Putting Variety in Stories
Today I noticed two very different articles about screenwriting and novel writing. Both very misleading.
In one, Why Story Structure Formulas Don't Work, there is an opposing current theory that almost all TV and movie stories follow the basic plot structures laid out in the Save the Cat series on screenwriting... which is hardly any different than what Syd Field wrote in his books on screenwriting. This format insisted on by higher ups... because it works. See Save the Movie. Like everything in writing, it isn't without detractors, and life or death controversy.

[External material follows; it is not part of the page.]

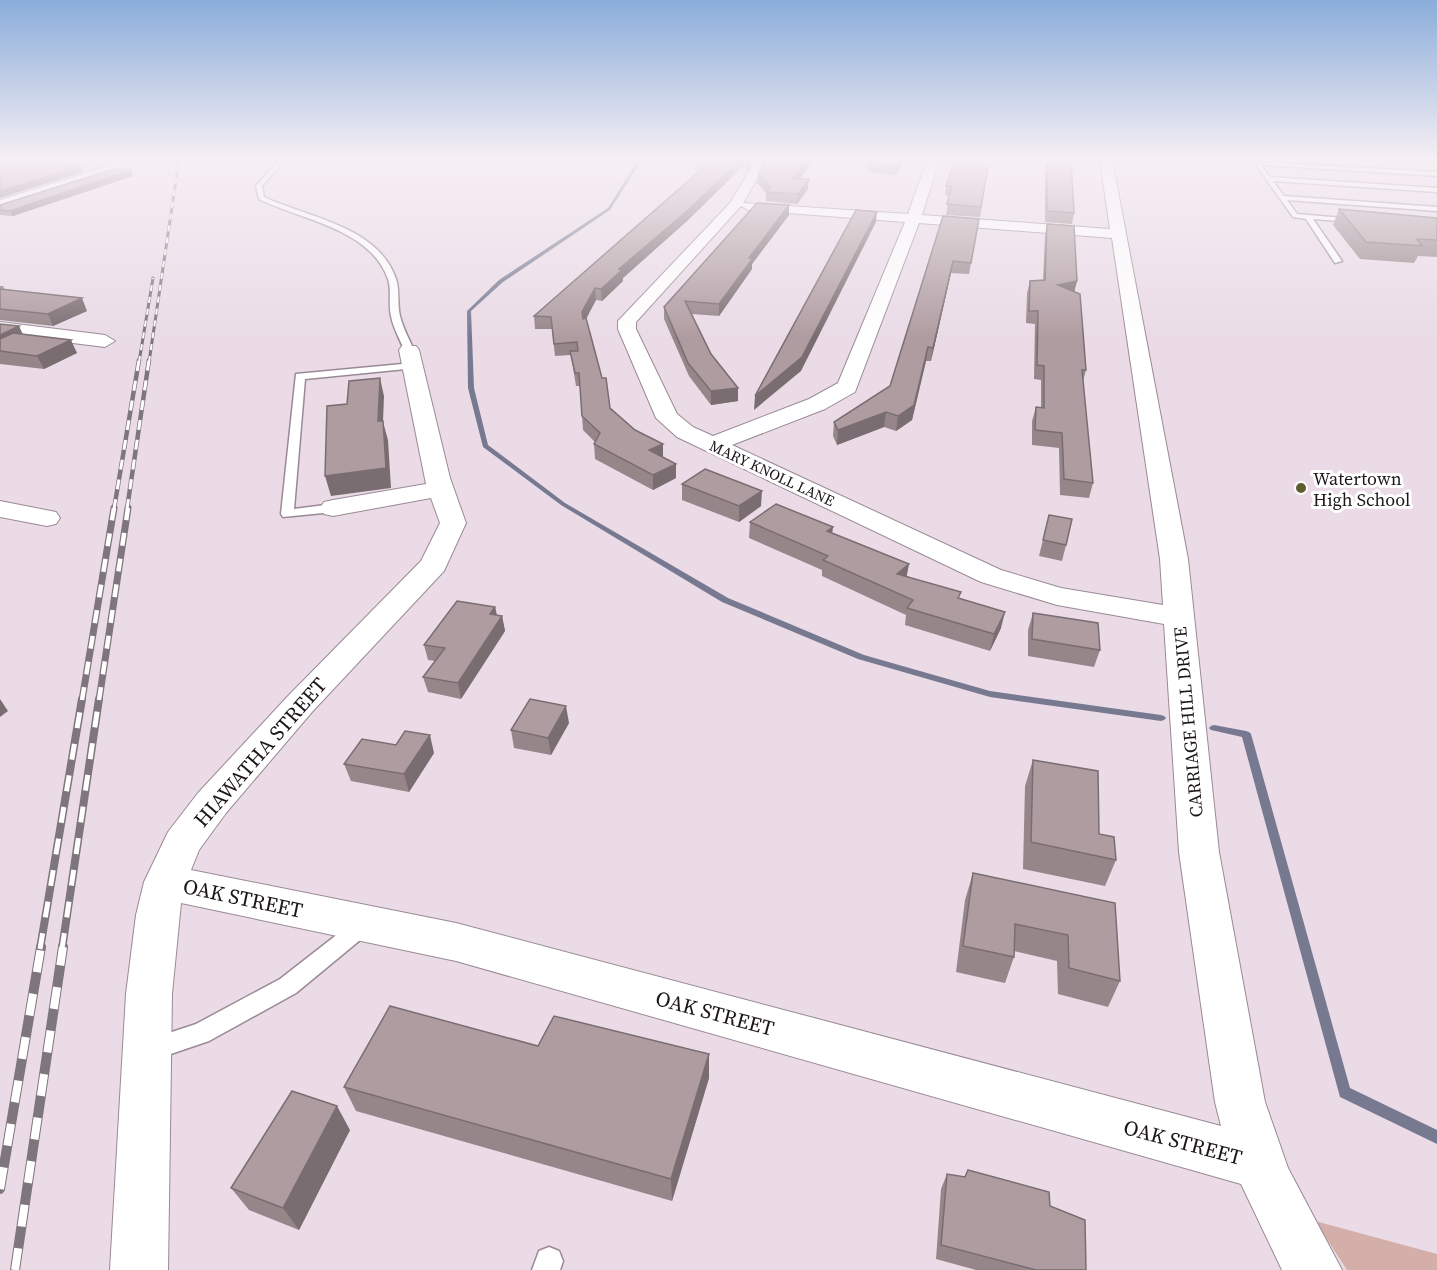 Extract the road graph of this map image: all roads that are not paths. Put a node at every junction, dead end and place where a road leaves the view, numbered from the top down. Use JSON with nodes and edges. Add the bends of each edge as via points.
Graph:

You can find all kinds of advice on the Internet and in books about story structure, such as, Five Plot Point Breakdowns. And there is a lot of good advice in them. While I do tend to write in sequences of 3 or more scenes, nice dramatic units, I prefer my own advice, Five power-points in stories.
People do like certain types of story architecture in their stories, and are disappointed when it isn't there. This spells death for those who are determined to go their own way, and for those maniacal writers jumping off mountains to prove that 3 act structure is dead. I can tell you for sure that when I read or watch a story that fails in the pleasing structure department, I quit watching/reading, or if the ending is disappointing, go away disappointed.
This happened recently in a movie and a novel. The movie was Terminator Genisys. I liked the series and this movie, but the long beginning where the writers explained why the Terminator was old, and how they got to a new future, took waaaaaaaaaaaaaaay too long, and sapped a lot of power from the movie. With a little rewriting, it could have been much better.
The other failure was a novel by a writer I like, John Connolly, in a series I like, but after 70 pages of the short witty book, I had no idea where the plot was going, so I stopped reading it. This also happened to a couple of other books that I picked up after around 30 pages. My advice is, get the story going within 1 to 30 pages. After that, I'm out. There are better ways of doing characterization and backstory than making the audience wade through it to find out what the story is about.
Another movie, whose name and plot are forgettable, was a decent story until the end, which made me want to vomit. I wished I hadn't seen it. So since I've forgotten, I guess I didn't see it, except for this lasting bad taste in my mouth for a couple of months. The taste of bad seems to linger much longer than the taste of OK or good.
The lesson is that wit and drawing compelling characters will only get you so far. Very few movies go 10 minutes or 30 pages without a plot being revealed in some fashion. Purposeless reading is boring. What successful writers often do in their creative process is get a plot structure in mind as they toy with characters and scenes, and then write the opening and within a few pages, get to the point. Something has to move the story forward, and not just more words on paper. The main character, and antagonist or life event or situation, have to collide, so that the protagonist has something to overcome and get the audience engaged.
The other article was There Are Only Six Basic Book Plots, According to Computers. This is down from the previous 36 types already identified. The Thirty-Six Dramatic Situations, on Wikipedia.
I have worked in Artificial Intelligence on narrative and I don't really understand the idea behind identifying plots by negative and positive passages. I've worked with ontologies (basic nature of things), and I find it mystifying that human nature and events might be boiled down to seven things. I can think of many (10 or more) adjectives that might define human motivation. Each one is a plot. I can think of hundreds of different situations that might occur at the start of a story. Each one can also be a point in a plot. So I think both 7 and 36 are an overreach.
This is what I wrote in How to Write a Screenplay: While there may be some limit on the number of basic plots, "...The variations are in the full storyline: subplots, characters, and situation. A writer's skill is not so much in forming the basic plot, but in creating characters, a situation, and fleshing out the story."
Sometimes I recognize stories that have been reset in a different locale or time period. That's a very easy change to make. And I easily recognize reused plots like, It's A Wonderful Life," which are classic. But most stories offer so much variety that the plot is not recognizable. It's like I jest about the movie Titanic. Every movie is like Titanic, the ship goes down at the end. Bit of an overstatement, but many movies can be characterized in this way. Some major catastrophic event happens that forces a resolution.
The lesson is, don't worry much about that your plot maybe is like some other plot, unless it is obvious. In fact, people who might be interested in buying your work might want to knwo that it is X crossed with Y, because those stories sold. Human character, situations, reactions, and subplots are extremely varied. Unwinding character stories and devising different situations, creates novel plots and stories. It is uniqueness that sells.